En «El Arte de la Fuga», Vicente Valero habla de tres escritores (San Juan de la Cruz, Friedrich Hölderlin y Fernando Pessoa) que se encontraron al huir de ellos mismos.
Cuando de ficción se trata, la literatura parece destinada básicamente a jugar dos papeles posibles: por un lado, puede practicarse como un escapismo absoluto, una fabulación tan alejada del propio autor que resulta imposible encontrar rastros e indicios que conduzcan hasta él; o, por el contrario, también puede concebirse como una de esas ficciones que funcionan a modo de máscara, ocultando el rostro con creaciones imaginarias pero dejando al descubierto la mirada verdadera, esa mirada que te conduce directamente a quien escribe. Ahora bien, también existe otro tipo de literatura, eso que Capote hacía tan bien de servirse de una realidad que le fascina para acabar hablando de él mismo a través de su recreación lo más fidedigna y pluscuamperfecta posible.
Eso sí: Truman pudo rastrear la realidad que le fascinaba (por muy problemática que fuera) en «A Sangre Fría» parar recrearla con su escritura, por ejemplo, pero ¿qué pasa cuando la realidad no puede ser rastreada ni recreada porque es muy lejana en el tiempo? Eso mismo parece preguntarse Vicente Valero en «El Arte de la Fuga» (editado por Periférica). Su punto de partida es engañosamente sencillo: este tomo reúne tres relatos cortos que hablan de tres momentos en concreto en la biografía de determinados autores literarios imprescindibles alejados entre sí en el tiempo. Abren el libro San Juan de la Cruz y su dulce muerte en el silencio más absoluto mientras a su alrededor bullen las opiniones encontradas entre los que le adoran y los que recelan de su arte. A continuación, Friedrich Hölderlin se embarca en eternas caminatas impelidas por el amor que acabarán conduciéndole a un único punto de destino: la muerte desesperada. Y, por último, Fernando Pessoa se deja poseer por una presencia ajena y mística que le dicta algunos de sus mejores textos.
Lo que diferencia a estos tres autores ya ha quedado dicho más arriba: el tiempo, una cronología lineal que les sitúa en épocas diferentes. También en lugares diferentes. Pero lo importante para Valero no es lo que les separa, sino lo que les une: leer «El Arte de la Fuga» de un tirón permite percibir un brillante hilo de plata que, al estirarlo, consigue replegar el tiempo y el espacio, uniendo a estos tres autores en tres momentos de sus vidas en los que optaron por la fuga como medio de vida, como medio de creación, como herramienta para alejarse de ellos mismos a la vez que se acercaban a su esencia más íntima. El propio título del manuscrito lo dice de forma más que elocuente: la fuga como arte, como un arte que no tiene por qué quedar por escrito sino que, al fin y al cabo, acaba morando en un imaginario popular que lo inmortaliza y permite que llegue hasta nuestros días.

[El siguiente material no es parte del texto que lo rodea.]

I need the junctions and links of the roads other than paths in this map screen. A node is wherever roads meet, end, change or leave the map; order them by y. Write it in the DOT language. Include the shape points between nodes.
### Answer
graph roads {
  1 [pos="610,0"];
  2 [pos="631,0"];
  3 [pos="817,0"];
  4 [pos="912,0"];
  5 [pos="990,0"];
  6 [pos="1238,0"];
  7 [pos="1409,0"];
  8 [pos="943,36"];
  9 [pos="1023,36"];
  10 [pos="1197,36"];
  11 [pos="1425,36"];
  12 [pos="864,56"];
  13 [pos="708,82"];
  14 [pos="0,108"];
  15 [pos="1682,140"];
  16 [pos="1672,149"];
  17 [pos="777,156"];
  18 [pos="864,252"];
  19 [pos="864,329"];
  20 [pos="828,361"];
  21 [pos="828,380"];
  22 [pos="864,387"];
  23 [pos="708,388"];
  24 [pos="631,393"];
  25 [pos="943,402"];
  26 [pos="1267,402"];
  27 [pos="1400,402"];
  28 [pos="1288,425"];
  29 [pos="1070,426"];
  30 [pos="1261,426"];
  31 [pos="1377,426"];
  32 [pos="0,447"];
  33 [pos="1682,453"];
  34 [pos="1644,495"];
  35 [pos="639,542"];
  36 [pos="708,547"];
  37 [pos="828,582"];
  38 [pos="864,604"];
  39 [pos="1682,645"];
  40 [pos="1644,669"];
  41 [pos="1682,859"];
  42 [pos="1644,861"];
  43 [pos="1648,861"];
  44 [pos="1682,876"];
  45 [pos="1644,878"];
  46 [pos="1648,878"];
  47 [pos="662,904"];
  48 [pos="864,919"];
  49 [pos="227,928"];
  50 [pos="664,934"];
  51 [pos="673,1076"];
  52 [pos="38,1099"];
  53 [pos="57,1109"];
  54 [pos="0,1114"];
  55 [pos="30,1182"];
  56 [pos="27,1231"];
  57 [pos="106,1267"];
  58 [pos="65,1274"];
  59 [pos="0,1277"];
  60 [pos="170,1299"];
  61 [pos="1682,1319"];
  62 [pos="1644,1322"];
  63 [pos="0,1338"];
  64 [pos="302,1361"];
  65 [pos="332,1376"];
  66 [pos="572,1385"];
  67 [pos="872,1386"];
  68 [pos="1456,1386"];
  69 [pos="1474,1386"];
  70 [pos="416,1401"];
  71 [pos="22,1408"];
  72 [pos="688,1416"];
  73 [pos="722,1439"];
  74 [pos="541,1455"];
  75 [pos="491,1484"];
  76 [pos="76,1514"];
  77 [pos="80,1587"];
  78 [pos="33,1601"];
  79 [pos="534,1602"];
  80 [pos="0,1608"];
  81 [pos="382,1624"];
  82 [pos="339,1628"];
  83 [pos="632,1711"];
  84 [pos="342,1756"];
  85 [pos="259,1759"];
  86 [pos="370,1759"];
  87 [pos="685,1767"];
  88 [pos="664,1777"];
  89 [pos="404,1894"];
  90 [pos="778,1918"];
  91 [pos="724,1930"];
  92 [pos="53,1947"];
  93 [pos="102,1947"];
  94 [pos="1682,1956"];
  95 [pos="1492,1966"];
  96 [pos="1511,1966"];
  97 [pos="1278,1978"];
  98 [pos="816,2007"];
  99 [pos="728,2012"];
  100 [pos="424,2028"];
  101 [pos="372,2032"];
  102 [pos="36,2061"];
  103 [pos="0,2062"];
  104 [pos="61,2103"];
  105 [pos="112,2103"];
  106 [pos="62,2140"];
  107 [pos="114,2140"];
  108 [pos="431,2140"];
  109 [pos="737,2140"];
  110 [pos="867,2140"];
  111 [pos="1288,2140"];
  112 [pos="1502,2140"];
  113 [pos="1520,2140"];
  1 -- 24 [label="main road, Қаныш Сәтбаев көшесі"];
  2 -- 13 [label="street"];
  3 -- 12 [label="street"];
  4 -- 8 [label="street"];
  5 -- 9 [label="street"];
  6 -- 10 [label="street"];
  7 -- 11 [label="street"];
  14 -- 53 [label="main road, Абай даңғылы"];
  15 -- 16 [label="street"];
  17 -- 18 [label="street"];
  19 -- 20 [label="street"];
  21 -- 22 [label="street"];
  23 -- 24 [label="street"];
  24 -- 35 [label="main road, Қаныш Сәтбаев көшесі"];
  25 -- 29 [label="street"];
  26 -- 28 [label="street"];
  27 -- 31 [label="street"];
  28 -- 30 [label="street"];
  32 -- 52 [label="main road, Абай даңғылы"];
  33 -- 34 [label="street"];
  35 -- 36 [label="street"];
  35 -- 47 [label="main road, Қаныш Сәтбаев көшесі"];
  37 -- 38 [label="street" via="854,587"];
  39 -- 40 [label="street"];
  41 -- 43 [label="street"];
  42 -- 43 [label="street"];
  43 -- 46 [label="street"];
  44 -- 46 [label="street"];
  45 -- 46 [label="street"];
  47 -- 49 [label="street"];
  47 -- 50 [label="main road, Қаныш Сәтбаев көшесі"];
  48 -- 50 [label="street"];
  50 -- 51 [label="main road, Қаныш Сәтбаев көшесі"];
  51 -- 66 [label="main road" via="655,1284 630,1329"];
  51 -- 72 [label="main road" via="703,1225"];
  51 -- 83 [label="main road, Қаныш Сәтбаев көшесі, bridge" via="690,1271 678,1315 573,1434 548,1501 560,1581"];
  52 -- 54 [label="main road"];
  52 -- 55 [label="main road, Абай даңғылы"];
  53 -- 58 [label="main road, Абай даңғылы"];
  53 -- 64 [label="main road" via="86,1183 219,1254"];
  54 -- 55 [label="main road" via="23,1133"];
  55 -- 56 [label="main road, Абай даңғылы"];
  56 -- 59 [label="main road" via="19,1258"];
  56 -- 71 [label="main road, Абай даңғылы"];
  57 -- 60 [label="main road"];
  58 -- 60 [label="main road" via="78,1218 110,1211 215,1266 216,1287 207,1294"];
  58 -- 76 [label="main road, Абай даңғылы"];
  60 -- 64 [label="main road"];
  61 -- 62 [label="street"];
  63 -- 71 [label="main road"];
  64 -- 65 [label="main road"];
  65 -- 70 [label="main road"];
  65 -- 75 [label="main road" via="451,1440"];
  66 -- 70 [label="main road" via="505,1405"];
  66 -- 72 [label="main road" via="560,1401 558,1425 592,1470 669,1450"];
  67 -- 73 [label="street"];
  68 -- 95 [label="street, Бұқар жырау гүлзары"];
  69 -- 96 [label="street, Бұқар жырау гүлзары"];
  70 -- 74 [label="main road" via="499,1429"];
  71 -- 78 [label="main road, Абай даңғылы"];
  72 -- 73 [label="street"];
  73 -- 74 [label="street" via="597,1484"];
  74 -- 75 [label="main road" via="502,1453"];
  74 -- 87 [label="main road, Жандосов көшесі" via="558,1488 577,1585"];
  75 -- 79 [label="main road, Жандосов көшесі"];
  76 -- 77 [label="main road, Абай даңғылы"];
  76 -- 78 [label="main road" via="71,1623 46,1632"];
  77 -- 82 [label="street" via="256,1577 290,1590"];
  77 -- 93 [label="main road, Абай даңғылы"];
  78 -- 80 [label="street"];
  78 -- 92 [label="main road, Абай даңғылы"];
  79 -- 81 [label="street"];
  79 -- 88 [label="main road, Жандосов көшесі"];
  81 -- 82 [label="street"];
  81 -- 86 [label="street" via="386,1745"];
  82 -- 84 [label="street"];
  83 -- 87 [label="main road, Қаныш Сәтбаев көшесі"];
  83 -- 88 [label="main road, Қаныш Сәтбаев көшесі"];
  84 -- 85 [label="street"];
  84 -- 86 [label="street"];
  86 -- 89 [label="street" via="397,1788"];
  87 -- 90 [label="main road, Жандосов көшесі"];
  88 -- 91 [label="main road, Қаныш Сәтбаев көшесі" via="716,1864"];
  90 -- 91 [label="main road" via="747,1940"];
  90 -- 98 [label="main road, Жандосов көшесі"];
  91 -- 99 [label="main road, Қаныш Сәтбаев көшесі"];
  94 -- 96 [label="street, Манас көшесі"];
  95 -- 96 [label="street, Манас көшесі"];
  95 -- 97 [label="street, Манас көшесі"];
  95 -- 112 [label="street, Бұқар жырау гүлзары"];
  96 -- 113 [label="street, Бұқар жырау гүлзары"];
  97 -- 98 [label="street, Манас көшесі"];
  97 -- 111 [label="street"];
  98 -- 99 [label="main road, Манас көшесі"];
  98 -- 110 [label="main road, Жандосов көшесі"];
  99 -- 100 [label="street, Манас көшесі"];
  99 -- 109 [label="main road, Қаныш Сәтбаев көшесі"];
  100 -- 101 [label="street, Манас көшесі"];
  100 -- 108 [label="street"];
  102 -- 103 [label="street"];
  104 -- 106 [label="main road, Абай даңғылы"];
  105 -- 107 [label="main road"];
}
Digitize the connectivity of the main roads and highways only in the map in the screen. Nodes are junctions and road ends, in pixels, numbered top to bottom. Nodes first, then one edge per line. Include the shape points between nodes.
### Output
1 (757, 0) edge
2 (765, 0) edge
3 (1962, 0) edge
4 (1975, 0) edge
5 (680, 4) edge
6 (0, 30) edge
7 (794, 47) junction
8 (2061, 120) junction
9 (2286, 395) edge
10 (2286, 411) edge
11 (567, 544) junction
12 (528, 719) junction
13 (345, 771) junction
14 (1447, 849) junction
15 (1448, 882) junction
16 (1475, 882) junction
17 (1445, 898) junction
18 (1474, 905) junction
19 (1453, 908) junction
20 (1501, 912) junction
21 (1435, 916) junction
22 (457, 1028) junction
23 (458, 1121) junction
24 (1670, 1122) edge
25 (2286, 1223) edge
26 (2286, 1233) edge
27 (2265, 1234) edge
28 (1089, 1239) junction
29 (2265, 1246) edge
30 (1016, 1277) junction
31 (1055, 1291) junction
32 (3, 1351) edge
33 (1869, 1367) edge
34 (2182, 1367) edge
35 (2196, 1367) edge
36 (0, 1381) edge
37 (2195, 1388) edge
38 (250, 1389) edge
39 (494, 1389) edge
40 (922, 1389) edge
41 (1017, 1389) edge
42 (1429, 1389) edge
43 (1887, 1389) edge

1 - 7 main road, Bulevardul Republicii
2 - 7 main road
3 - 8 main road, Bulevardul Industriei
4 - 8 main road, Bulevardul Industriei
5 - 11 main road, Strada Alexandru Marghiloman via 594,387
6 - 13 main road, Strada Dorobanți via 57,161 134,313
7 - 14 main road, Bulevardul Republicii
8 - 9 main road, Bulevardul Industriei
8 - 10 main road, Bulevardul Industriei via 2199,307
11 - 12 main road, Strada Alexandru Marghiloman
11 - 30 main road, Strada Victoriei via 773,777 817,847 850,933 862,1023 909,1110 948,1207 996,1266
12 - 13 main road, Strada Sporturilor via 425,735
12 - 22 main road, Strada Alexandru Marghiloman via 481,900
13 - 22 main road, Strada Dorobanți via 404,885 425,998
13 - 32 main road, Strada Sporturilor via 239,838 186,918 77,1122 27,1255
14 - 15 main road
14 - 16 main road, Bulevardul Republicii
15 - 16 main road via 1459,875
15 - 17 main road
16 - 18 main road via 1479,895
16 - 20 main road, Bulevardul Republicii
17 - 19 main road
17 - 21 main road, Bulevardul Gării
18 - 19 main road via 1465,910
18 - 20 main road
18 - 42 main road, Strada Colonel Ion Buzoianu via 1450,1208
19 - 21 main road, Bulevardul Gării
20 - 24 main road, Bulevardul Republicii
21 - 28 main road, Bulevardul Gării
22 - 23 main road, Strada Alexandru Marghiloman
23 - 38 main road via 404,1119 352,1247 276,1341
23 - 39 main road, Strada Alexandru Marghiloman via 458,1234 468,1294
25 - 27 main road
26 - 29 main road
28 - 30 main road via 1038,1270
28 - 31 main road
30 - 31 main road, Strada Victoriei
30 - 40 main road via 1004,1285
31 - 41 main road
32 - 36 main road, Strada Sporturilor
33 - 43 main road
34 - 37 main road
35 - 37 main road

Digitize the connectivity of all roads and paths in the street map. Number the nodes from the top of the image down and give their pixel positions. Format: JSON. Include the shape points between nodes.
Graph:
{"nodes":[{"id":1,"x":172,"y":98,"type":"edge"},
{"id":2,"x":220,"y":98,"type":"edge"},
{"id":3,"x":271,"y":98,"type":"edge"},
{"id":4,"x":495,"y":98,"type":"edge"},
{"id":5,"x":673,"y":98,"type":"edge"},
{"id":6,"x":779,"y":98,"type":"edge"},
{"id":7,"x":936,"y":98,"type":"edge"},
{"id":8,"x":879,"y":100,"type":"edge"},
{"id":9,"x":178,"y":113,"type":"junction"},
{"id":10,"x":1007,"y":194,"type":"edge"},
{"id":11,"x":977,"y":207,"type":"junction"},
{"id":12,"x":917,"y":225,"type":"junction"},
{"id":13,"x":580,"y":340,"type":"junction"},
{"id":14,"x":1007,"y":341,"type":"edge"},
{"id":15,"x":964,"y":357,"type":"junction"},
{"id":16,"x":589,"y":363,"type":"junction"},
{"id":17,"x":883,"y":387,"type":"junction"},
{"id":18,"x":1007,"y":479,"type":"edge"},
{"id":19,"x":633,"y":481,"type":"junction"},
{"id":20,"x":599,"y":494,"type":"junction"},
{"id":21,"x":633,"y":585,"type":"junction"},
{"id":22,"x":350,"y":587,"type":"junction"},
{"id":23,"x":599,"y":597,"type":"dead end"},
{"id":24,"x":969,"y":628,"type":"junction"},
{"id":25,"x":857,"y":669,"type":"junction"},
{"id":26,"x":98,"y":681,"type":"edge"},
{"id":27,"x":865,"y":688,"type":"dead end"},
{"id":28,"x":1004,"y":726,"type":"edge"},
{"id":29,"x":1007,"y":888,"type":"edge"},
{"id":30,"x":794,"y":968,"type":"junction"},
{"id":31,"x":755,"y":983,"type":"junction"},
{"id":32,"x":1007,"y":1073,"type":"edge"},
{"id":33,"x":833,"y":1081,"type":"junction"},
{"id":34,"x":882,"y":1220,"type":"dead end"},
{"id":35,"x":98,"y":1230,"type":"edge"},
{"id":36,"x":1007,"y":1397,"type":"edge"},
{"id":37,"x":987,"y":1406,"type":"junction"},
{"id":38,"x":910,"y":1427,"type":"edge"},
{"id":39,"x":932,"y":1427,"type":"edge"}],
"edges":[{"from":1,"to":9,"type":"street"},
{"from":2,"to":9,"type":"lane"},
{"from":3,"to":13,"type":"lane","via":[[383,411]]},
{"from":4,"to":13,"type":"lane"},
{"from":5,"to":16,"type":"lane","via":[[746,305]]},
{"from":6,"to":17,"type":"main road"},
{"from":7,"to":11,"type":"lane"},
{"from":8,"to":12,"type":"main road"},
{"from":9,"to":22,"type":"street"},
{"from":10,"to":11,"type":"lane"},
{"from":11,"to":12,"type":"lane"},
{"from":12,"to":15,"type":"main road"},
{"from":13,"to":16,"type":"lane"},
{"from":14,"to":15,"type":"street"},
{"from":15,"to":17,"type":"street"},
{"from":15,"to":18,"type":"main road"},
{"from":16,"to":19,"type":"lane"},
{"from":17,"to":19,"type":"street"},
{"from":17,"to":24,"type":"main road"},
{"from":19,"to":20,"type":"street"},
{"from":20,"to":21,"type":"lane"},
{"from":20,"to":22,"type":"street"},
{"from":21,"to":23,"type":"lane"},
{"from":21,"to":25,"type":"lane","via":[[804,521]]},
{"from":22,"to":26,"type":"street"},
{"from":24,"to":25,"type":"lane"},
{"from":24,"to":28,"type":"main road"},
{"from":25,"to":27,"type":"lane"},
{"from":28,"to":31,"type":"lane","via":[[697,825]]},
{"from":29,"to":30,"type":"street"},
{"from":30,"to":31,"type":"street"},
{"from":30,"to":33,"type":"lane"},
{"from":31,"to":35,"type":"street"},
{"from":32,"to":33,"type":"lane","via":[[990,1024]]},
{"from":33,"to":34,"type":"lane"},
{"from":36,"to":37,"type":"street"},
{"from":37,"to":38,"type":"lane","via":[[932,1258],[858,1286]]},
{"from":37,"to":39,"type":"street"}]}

Es así precisamente como se aproxima Valero a sus objeto de estudio: los tres relatos de «El Arte de la Fuga» tienen mucho de leyenda popular, de relato que se ha ido transmitiendo con el transcurrir de las generaciones, de «tal persona dice que ocurrió de esta forma» o «se comenta que ocurrió de esta otra manera«. Ante la imposibilidad de obtener un retrato de primera mano, el escritor juega más bien a apoyarse en la sabiduría popular y en lo que se lee como un profundo proceso de documentación para saltar hacia el cielo abierto de lo lírico y lo poético. Es allá donde Valero gana la partida y consigue crear un libro que se presenta ante el lector como una joyita en miniatura, como algo que puedes ver (/ leer) en un instante pero que revela su belleza si lo miras (/ lees) poco a poco, intentando apreciar todas sus cualidades ocultas. Intentando revelar esa misteriosa luz que late en el corazón de la piedra transparente.